The lower plot also shows the measured--via a current probe--power
consumption of the processor for the same execution region. Interestingly,
power also reflects the phase behavior of Vortex. There are other
interesting examples to phase behavior from other researchers,
for example see Brad Calder and Tim Sherwood's SimPoint
project and Uli Kremer and Chungling Hsu's publications.
The goals of our work are to characterize this phase behavior,
with a focus on power, detect the repetitive behavior under system
variability and predict future phases.
- Phase Characterization for Power:
We have explored methods to identify dynamically varying power
demand, or “power phases”
of workloads. Our analyses showed we can extract significant power
behavior information from component power data and can identify
power phases in application traces, within arbitrarily long timescales.
Interpreting our derived microarchitecture-level power estimations
as characteristic vectors of varying application power behavior,
we have shown that similarity analysis methods applied to these
characteristic vectors help expose power phase behavior of applications.
With this methodology, a small set of (10-20) derived "representative
power signatures" characterize overall application
power behavior with reasonable accuracy (capturing application
power variation within 5% errors).
We have devised similarity matrices similar to Brad Calder's
phase work based on our component power data, which we name
Power Vectors, and demonstrated phase information
with Matrix Plots. Then we developed
a similarity metric based on a composition of absolute and normalized
Manhattan Distance (L1 Norm) between power vectors, which we
found more suitable for power behavior similarity. We used a
thresholding algorithm to group application's execution points
into phases and demonstrated the groups with Grouping
Matrices. Afterwards, we have seen that we can
represent the overall program power behavior with a small set
of signature vectors.
There are many interesting aspects to this work that we can still
expand upon in time, such as the mapping of timing information
to other architectures to be able to power simulate, PC sampler
LKM for using control-flow information in cooperation, other interesting
classifications based on PCA, ICA, SVD, mutual information, etc.
Below are some snapshots of the interesting similarity matrix
plots (darker regions are more similar) we have seen for some
SPEC applications (click on images for larger versions). All applications
show very different similarity behavior in terms of granularities
and temporal repetitions. Afterwards I show a very distilled plot
of how characterizing execution into different power phases captures
most of power variations in applications. [2003][WWC'03]
- Comparing Event-Counter-Based
and Control-Flow-Based Phase Characterizations:
We have also looked at how different representations of application
behavior such as our performance features and dynamic execution
information (i.e. control flow) perform for accurate phase characterizations.

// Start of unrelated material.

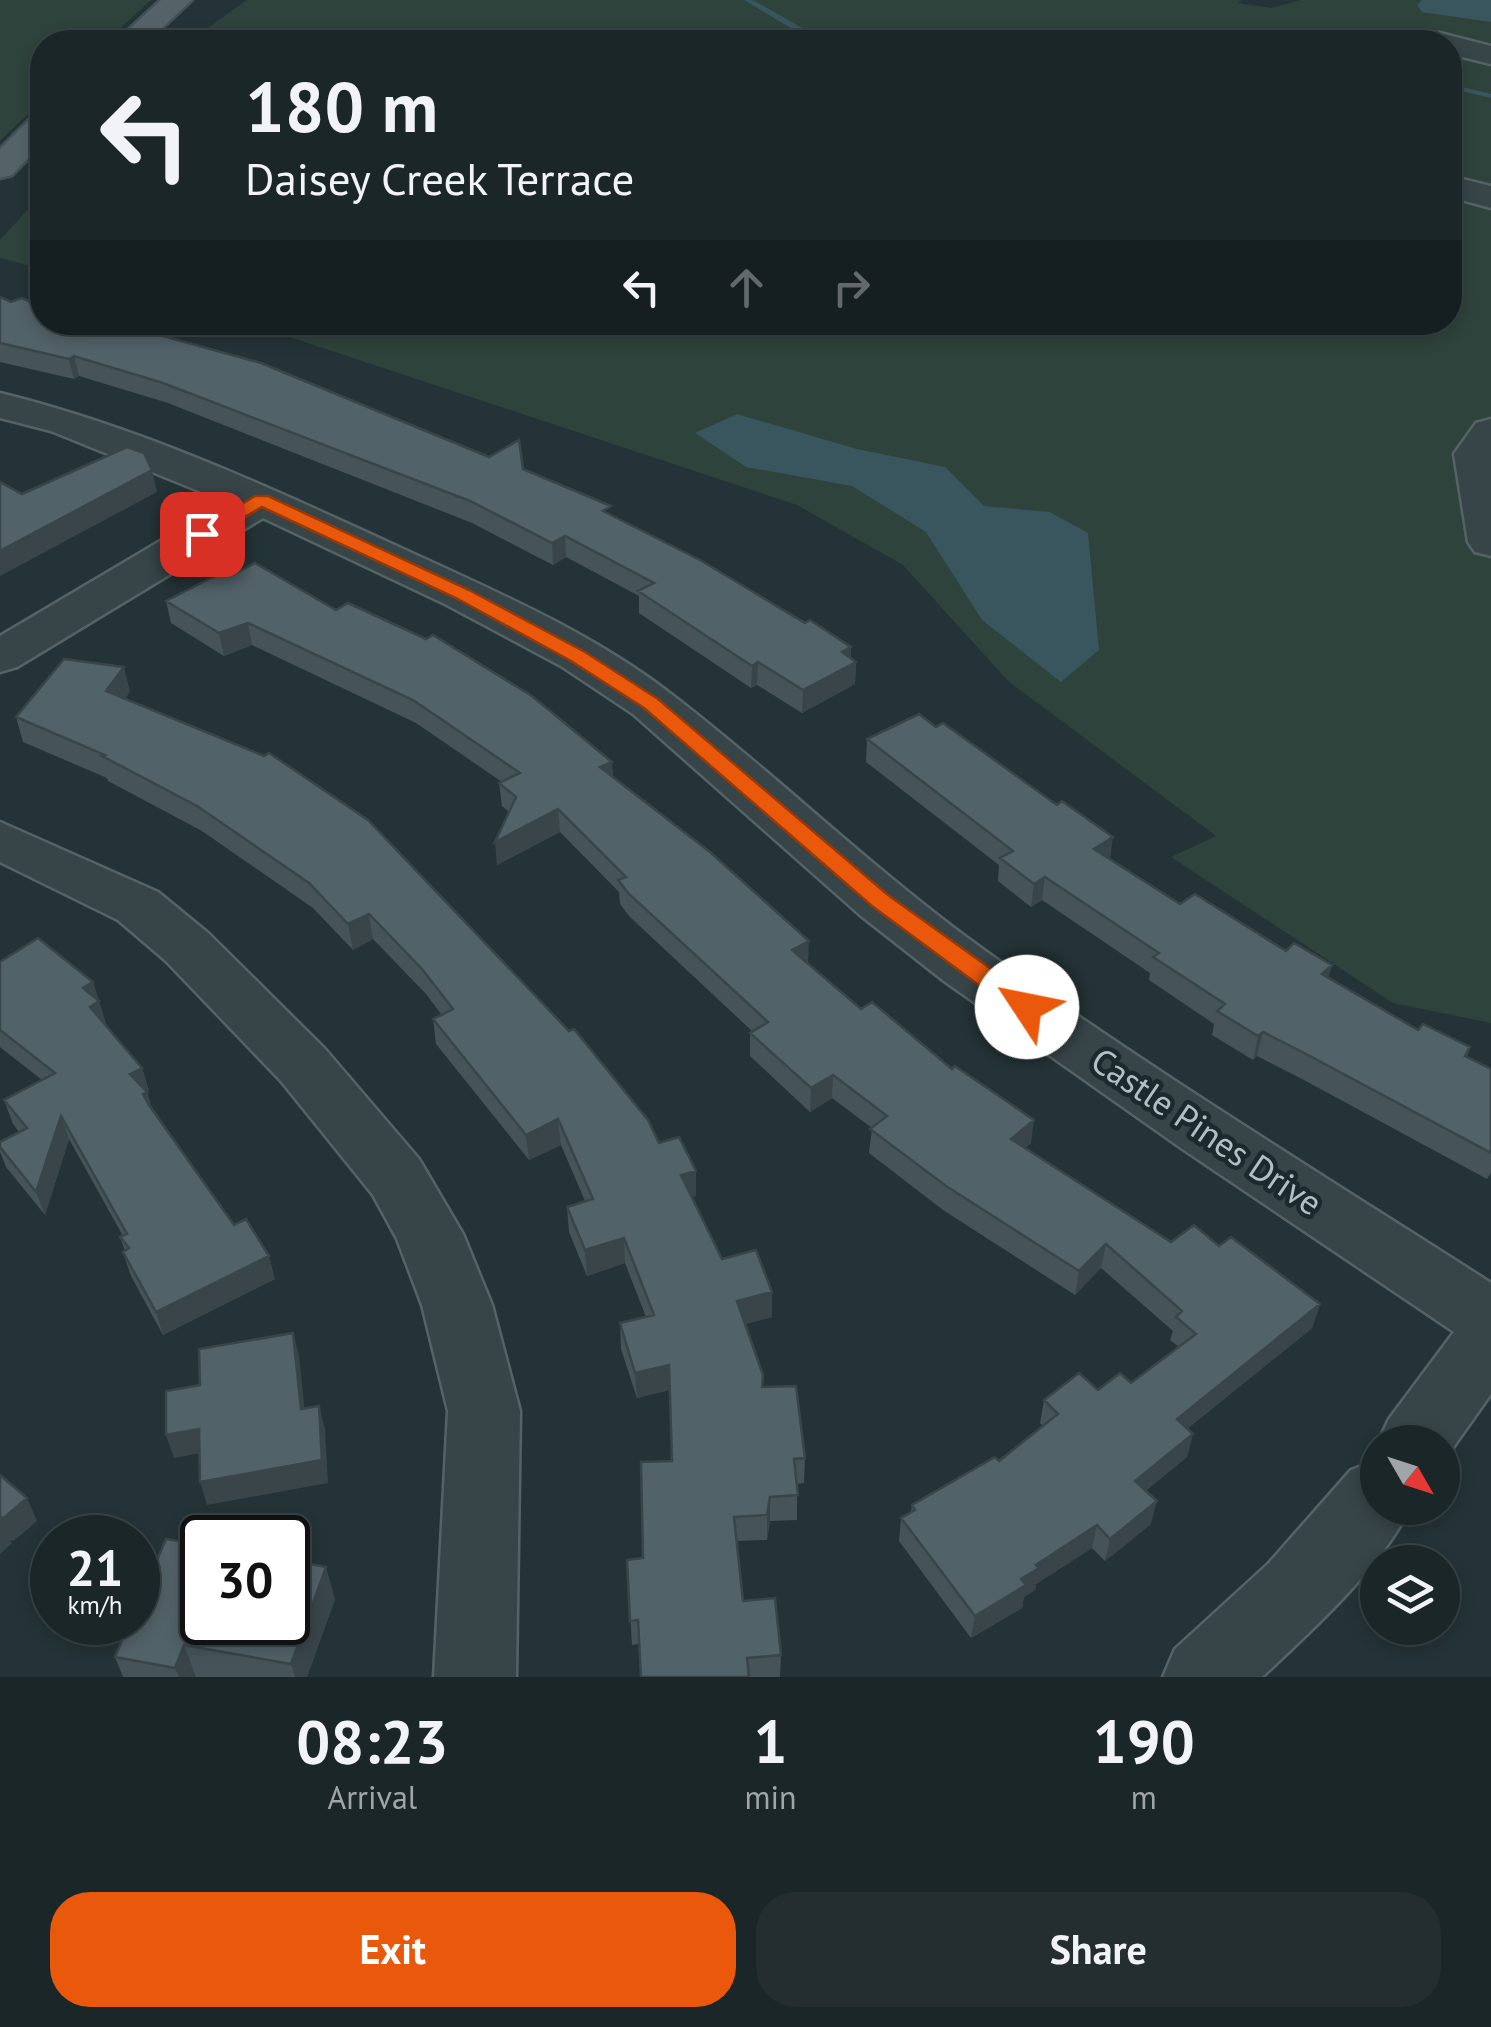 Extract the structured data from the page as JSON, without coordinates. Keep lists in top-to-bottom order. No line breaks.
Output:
{"streets":{"street":["Castle Pines Drive"]},"north":"bottom right","page":{"turn":["180 m","Daisey Creek Terrace"],"speed":"21 km/h","limit":"30","eta":["08:23","Arrival","1","min","190","m"],"buttons":["Exit","Share"]}}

We developed a novel evaluation framework using a combination
of dynamic instrumentation with performance monitoring and real
power measurements. This experimental setup took a lot of effort
to build, but I was very happy with it at the end. We used Intel's
Pin tool for dynamic instrumentation, and I think this is
a great tool to use for architectural real experimentations. Our
evaluations revealed that explored diverse application features,
such as performance monitoring counter (PMC) events and programmatical
control-flow deliver significant insights to application power
behavior. Moreover, our proposed phase characterization strategy
based on characteristic vectors consistently provided a more accurate
description of power characteristics, with 40% improvements over
control-flow-based approaches for a large pool workloads. Below
first is a high level view of the experimental setup. The actual
machine we used is a P4 similar to the one I had shown above.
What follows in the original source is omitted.